Work task.
Restate, word for word, each entry that follows, but skip its pictures.

Dataset entries.

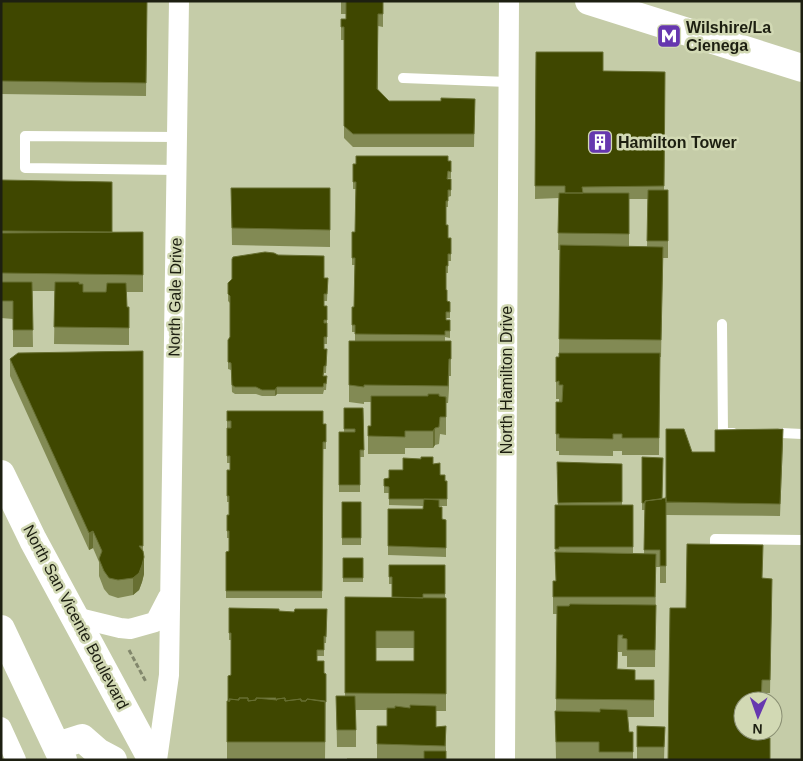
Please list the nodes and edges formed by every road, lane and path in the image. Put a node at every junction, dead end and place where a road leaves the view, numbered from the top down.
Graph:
1 (179, 1) edge
2 (509, 1) edge
3 (589, 1) edge
4 (802, 68) edge
5 (403, 78) dead end
6 (508, 82) junction
7 (177, 137) junction
8 (177, 170) junction
9 (722, 324) dead end
10 (746, 433) edge
11 (781, 433) edge
12 (802, 434) edge
13 (1, 474) edge
14 (802, 540) edge
15 (715, 558) edge
16 (170, 594) junction
17 (75, 617) junction
18 (1, 629) edge
19 (126, 645) dead end
20 (139, 670) junction
21 (137, 676) dead end
22 (148, 686) dead end
23 (1, 727) edge
24 (60, 753) edge
25 (16, 760) edge
26 (113, 760) edge
27 (152, 760) edge
28 (157, 760) edge
29 (505, 760) edge

1 - 7 street, North Gale Drive
2 - 6 street, North Hamilton Drive
3 - 4 main road
5 - 6 lane
6 - 29 street, North Hamilton Drive
7 - 8 street, North Gale Drive
7 - 8 lane
8 - 16 street, North Gale Drive
9 - 10 lane
11 - 12 lane
13 - 17 main road, North San Vicente Boulevard
14 - 15 lane
16 - 17 street, North Gale Drive
16 - 28 street, North Gale Drive
17 - 27 main road, North San Vicente Boulevard
18 - 24 main road
19 - 20 path
20 - 21 path
20 - 22 path
23 - 25 street
24 - 26 main road

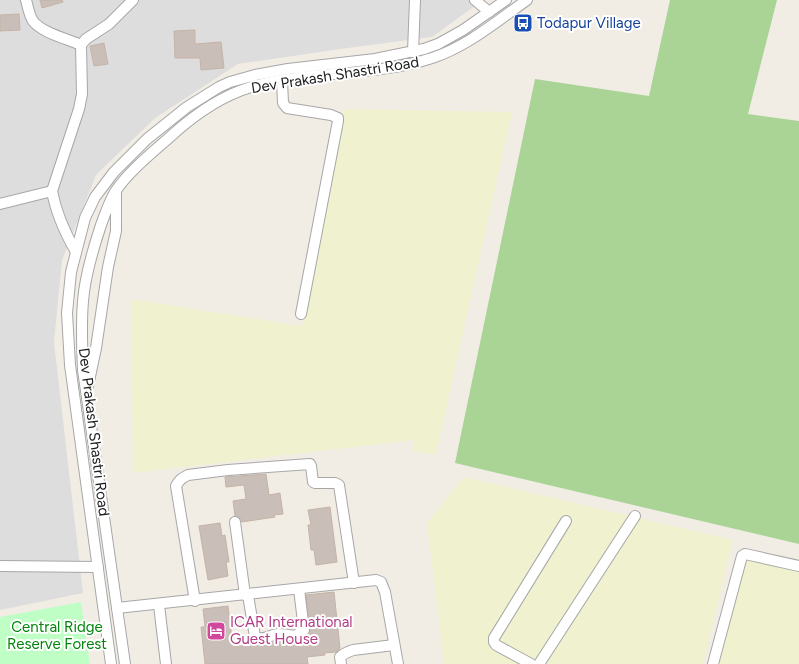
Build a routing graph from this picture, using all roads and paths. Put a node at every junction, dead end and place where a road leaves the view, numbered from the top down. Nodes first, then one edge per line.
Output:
1 (26, 0) edge
2 (133, 0) edge
3 (415, 0) edge
4 (475, 0) edge
5 (506, 0) edge
6 (527, 0) edge
7 (489, 12) junction
8 (81, 45) junction
9 (413, 52) junction
10 (282, 80) junction
11 (52, 191) junction
12 (116, 191) junction
13 (0, 204) edge
14 (75, 255) junction
15 (90, 263) junction
16 (301, 314) dead end
17 (86, 390) junction
18 (635, 516) dead end
19 (566, 520) dead end
20 (235, 522) dead end
21 (0, 566) edge
22 (799, 566) edge
23 (98, 567) junction
24 (354, 583) junction
25 (299, 589) junction
26 (246, 595) junction
27 (194, 601) junction
28 (160, 605) junction
29 (117, 608) junction
30 (394, 645) junction
31 (111, 664) edge
32 (124, 664) edge
33 (166, 664) edge
34 (341, 664) edge
35 (396, 664) edge
36 (531, 664) edge
37 (539, 664) edge
38 (713, 664) edge

1 - 8 street
2 - 8 street
3 - 9 street
4 - 7 street
5 - 7 street, Dev Prakash Shastri Road
6 - 10 street, Dev Prakash Shastri Road
7 - 9 street, Dev Prakash Shastri Road
8 - 11 street
9 - 14 street, Dev Prakash Shastri Road
10 - 12 street, Dev Prakash Shastri Road
10 - 16 street
11 - 13 street
11 - 14 street
12 - 15 street, Dev Prakash Shastri Road
12 - 17 street
14 - 15 street
14 - 23 street, Dev Prakash Shastri Road
15 - 17 street, Dev Prakash Shastri Road
17 - 29 street, Dev Prakash Shastri Road
18 - 37 street
19 - 36 street
20 - 26 street
21 - 23 street
22 - 38 street
23 - 31 street, Dev Prakash Shastri Road
24 - 25 street
24 - 27 street
24 - 30 street
25 - 26 street
25 - 26 street
26 - 27 street
27 - 28 street
28 - 29 street
28 - 33 street
29 - 32 street, Dev Prakash Shastri Road
30 - 34 street
30 - 35 street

Answer below.
Please list the nodes and edges formed by every road, lane and path in the image. Put a node at every junction, dead end and place where a road leaves the view, numbered from the top down.
Graph:
1 (179, 1) edge
2 (509, 1) edge
3 (589, 1) edge
4 (802, 68) edge
5 (403, 78) dead end
6 (508, 82) junction
7 (177, 137) junction
8 (177, 170) junction
9 (722, 324) dead end
10 (746, 433) edge
11 (781, 433) edge
12 (802, 434) edge
13 (1, 474) edge
14 (802, 540) edge
15 (715, 558) edge
16 (170, 594) junction
17 (75, 617) junction
18 (1, 629) edge
19 (126, 645) dead end
20 (139, 670) junction
21 (137, 676) dead end
22 (148, 686) dead end
23 (1, 727) edge
24 (60, 753) edge
25 (16, 760) edge
26 (113, 760) edge
27 (152, 760) edge
28 (157, 760) edge
29 (505, 760) edge

1 - 7 street, North Gale Drive
2 - 6 street, North Hamilton Drive
3 - 4 main road
5 - 6 lane
6 - 29 street, North Hamilton Drive
7 - 8 street, North Gale Drive
7 - 8 lane
8 - 16 street, North Gale Drive
9 - 10 lane
11 - 12 lane
13 - 17 main road, North San Vicente Boulevard
14 - 15 lane
16 - 17 street, North Gale Drive
16 - 28 street, North Gale Drive
17 - 27 main road, North San Vicente Boulevard
18 - 24 main road
19 - 20 path
20 - 21 path
20 - 22 path
23 - 25 street
24 - 26 main road

Build a routing graph from this picture, using all roads and paths. Put a node at every junction, dead end and place where a road leaves the view, numbered from the top down. Nodes first, then one edge per line.
Output:
1 (26, 0) edge
2 (133, 0) edge
3 (415, 0) edge
4 (475, 0) edge
5 (506, 0) edge
6 (527, 0) edge
7 (489, 12) junction
8 (81, 45) junction
9 (413, 52) junction
10 (282, 80) junction
11 (52, 191) junction
12 (116, 191) junction
13 (0, 204) edge
14 (75, 255) junction
15 (90, 263) junction
16 (301, 314) dead end
17 (86, 390) junction
18 (635, 516) dead end
19 (566, 520) dead end
20 (235, 522) dead end
21 (0, 566) edge
22 (799, 566) edge
23 (98, 567) junction
24 (354, 583) junction
25 (299, 589) junction
26 (246, 595) junction
27 (194, 601) junction
28 (160, 605) junction
29 (117, 608) junction
30 (394, 645) junction
31 (111, 664) edge
32 (124, 664) edge
33 (166, 664) edge
34 (341, 664) edge
35 (396, 664) edge
36 (531, 664) edge
37 (539, 664) edge
38 (713, 664) edge

1 - 8 street
2 - 8 street
3 - 9 street
4 - 7 street
5 - 7 street, Dev Prakash Shastri Road
6 - 10 street, Dev Prakash Shastri Road
7 - 9 street, Dev Prakash Shastri Road
8 - 11 street
9 - 14 street, Dev Prakash Shastri Road
10 - 12 street, Dev Prakash Shastri Road
10 - 16 street
11 - 13 street
11 - 14 street
12 - 15 street, Dev Prakash Shastri Road
12 - 17 street
14 - 15 street
14 - 23 street, Dev Prakash Shastri Road
15 - 17 street, Dev Prakash Shastri Road
17 - 29 street, Dev Prakash Shastri Road
18 - 37 street
19 - 36 street
20 - 26 street
21 - 23 street
22 - 38 street
23 - 31 street, Dev Prakash Shastri Road
24 - 25 street
24 - 27 street
24 - 30 street
25 - 26 street
25 - 26 street
26 - 27 street
27 - 28 street
28 - 29 street
28 - 33 street
29 - 32 street, Dev Prakash Shastri Road
30 - 34 street
30 - 35 street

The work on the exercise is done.